==== Data for the task
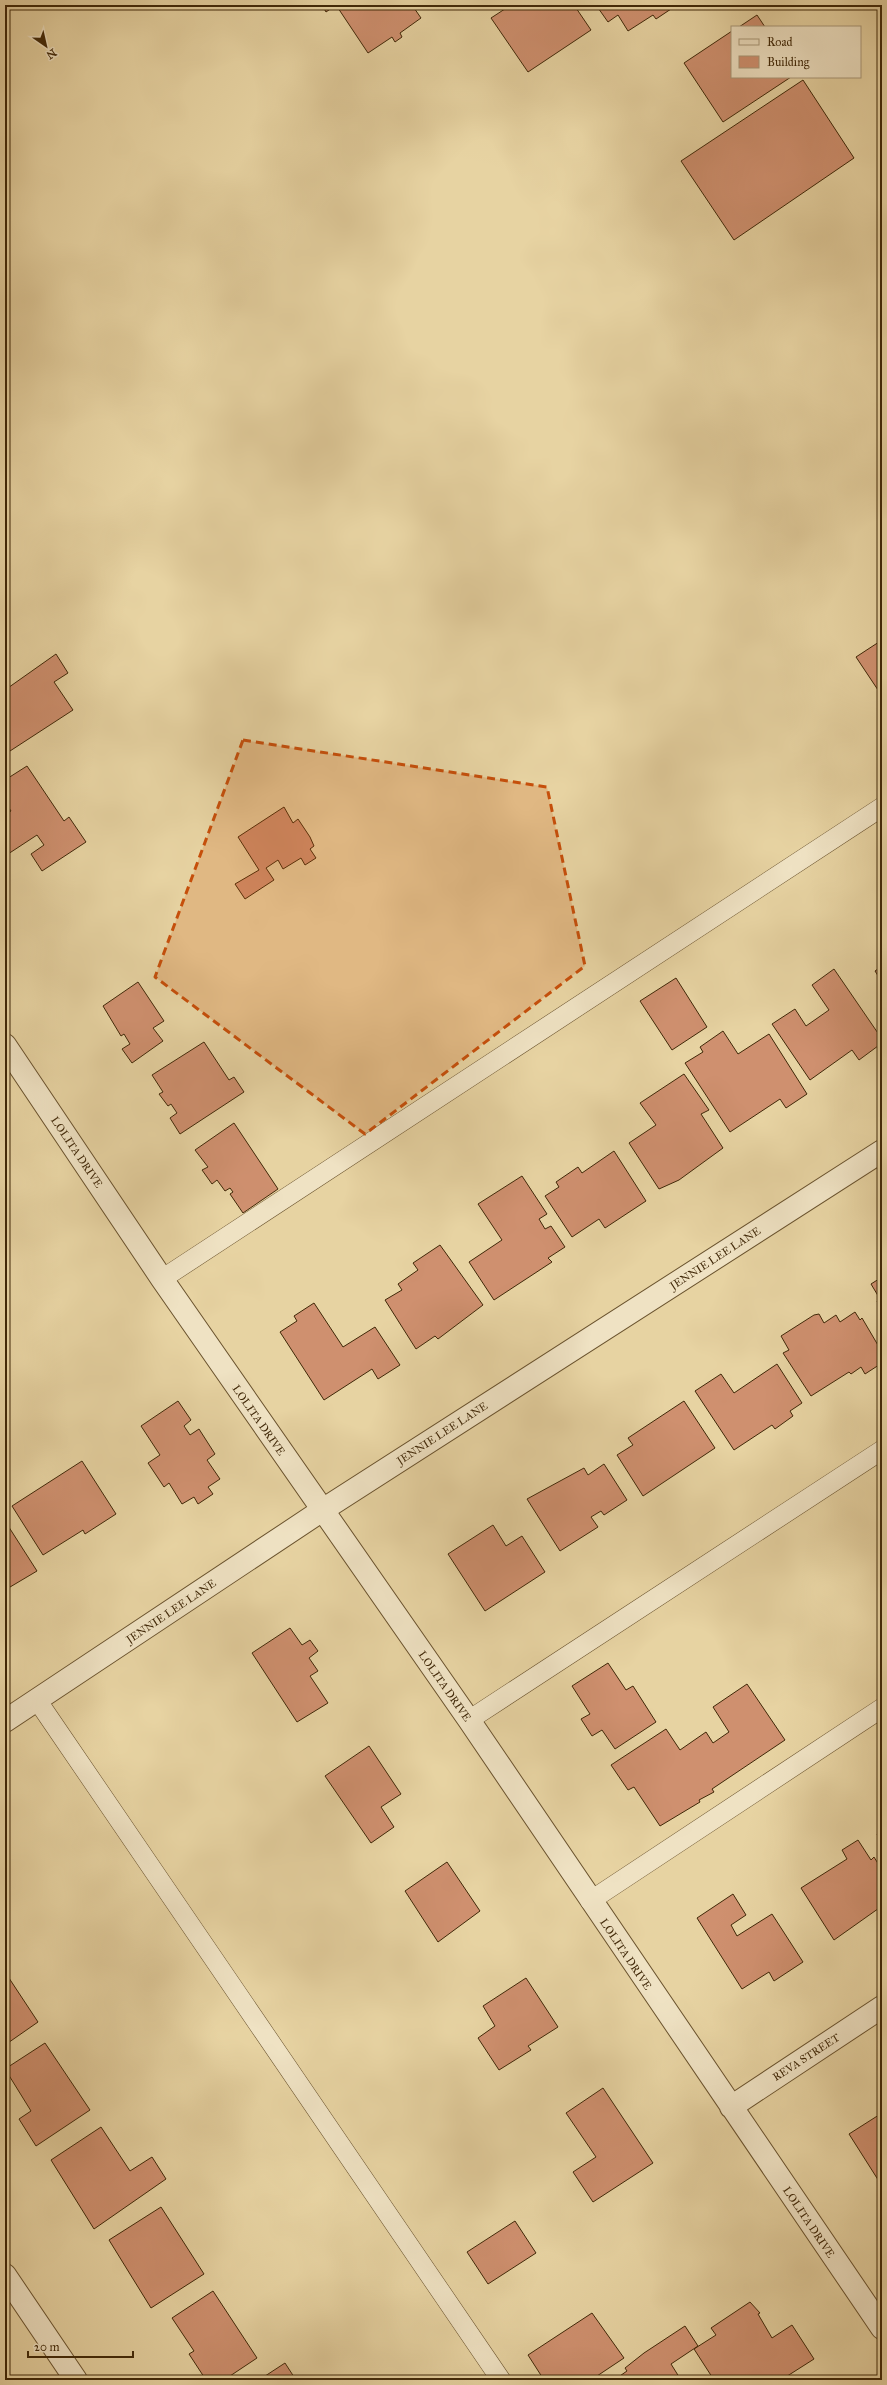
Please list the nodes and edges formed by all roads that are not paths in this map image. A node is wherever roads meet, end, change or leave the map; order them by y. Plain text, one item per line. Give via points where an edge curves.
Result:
1 (882, 807) edge
2 (5, 1045) edge
3 (882, 1151) edge
4 (162, 1280) junction
5 (882, 1450) edge
6 (321, 1511) junction
7 (37, 1700) junction
8 (882, 1708) edge
9 (5, 1720) edge
10 (469, 1720) junction
11 (590, 1901) junction
12 (882, 2007) edge
13 (730, 2107) junction
14 (5, 2275) edge
15 (878, 2314) edge
16 (76, 2380) edge
17 (501, 2380) edge

1 - 4 lane
2 - 4 street, LOLITA DRIVE
3 - 6 street, JENNIE LEE LANE
4 - 6 street, LOLITA DRIVE
5 - 10 lane
6 - 7 street, JENNIE LEE LANE
6 - 10 street, LOLITA DRIVE
7 - 9 street, JENNIE LEE LANE
7 - 17 lane
8 - 11 lane
10 - 11 street, LOLITA DRIVE
11 - 13 street, LOLITA DRIVE
12 - 13 street, REVA STREET
13 - 15 street, LOLITA DRIVE
14 - 16 street

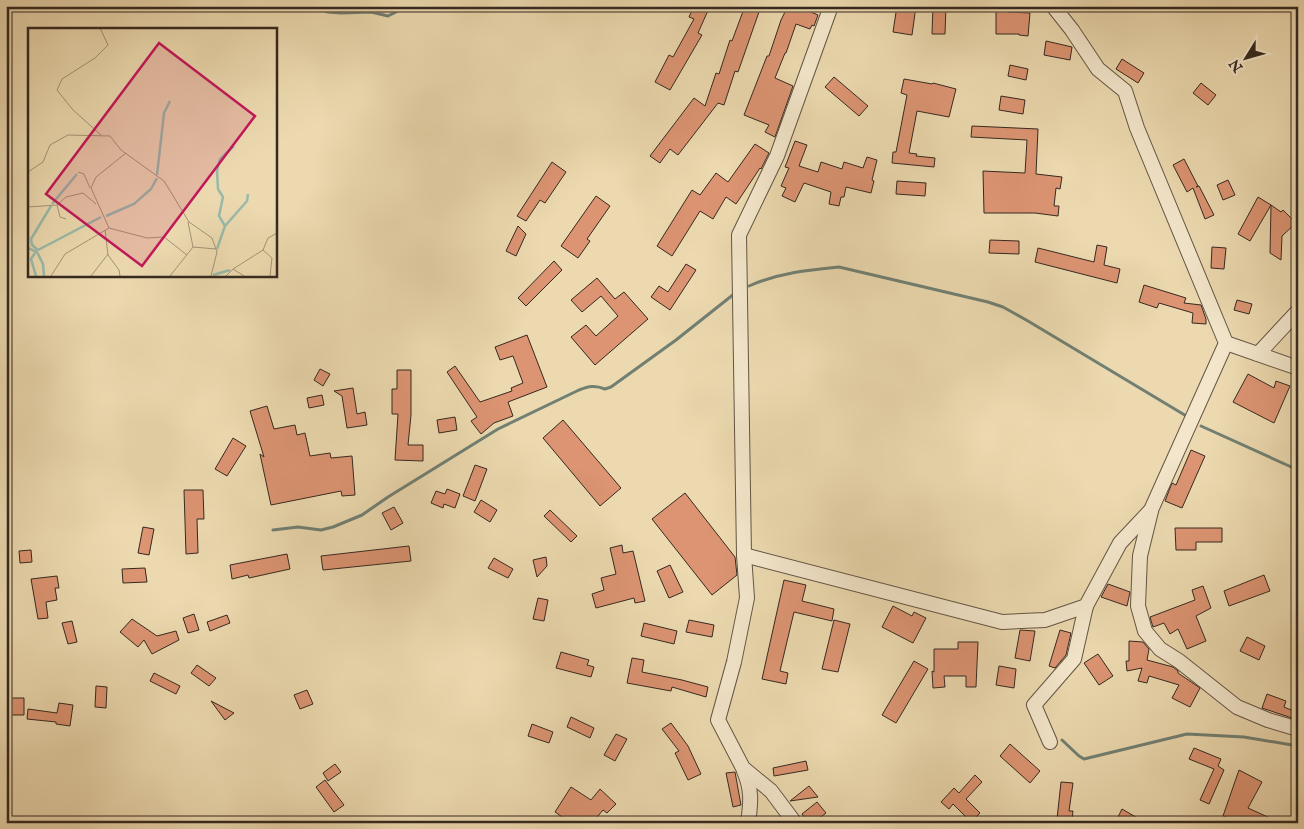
========
> _Prompt_
Please output the data above exactly as given, omitting every picture.

> _Result of this task_
Please list the nodes and edges formed by all roads that are not paths in this map image. A node is wherever roads meet, end, change or leave the map; order them by y. Plain text, one item per line. Give via points where an edge curves.
Result:
1 (882, 807) edge
2 (5, 1045) edge
3 (882, 1151) edge
4 (162, 1280) junction
5 (882, 1450) edge
6 (321, 1511) junction
7 (37, 1700) junction
8 (882, 1708) edge
9 (5, 1720) edge
10 (469, 1720) junction
11 (590, 1901) junction
12 (882, 2007) edge
13 (730, 2107) junction
14 (5, 2275) edge
15 (878, 2314) edge
16 (76, 2380) edge
17 (501, 2380) edge

1 - 4 lane
2 - 4 street, LOLITA DRIVE
3 - 6 street, JENNIE LEE LANE
4 - 6 street, LOLITA DRIVE
5 - 10 lane
6 - 7 street, JENNIE LEE LANE
6 - 10 street, LOLITA DRIVE
7 - 9 street, JENNIE LEE LANE
7 - 17 lane
8 - 11 lane
10 - 11 street, LOLITA DRIVE
11 - 13 street, LOLITA DRIVE
12 - 13 street, REVA STREET
13 - 15 street, LOLITA DRIVE
14 - 16 street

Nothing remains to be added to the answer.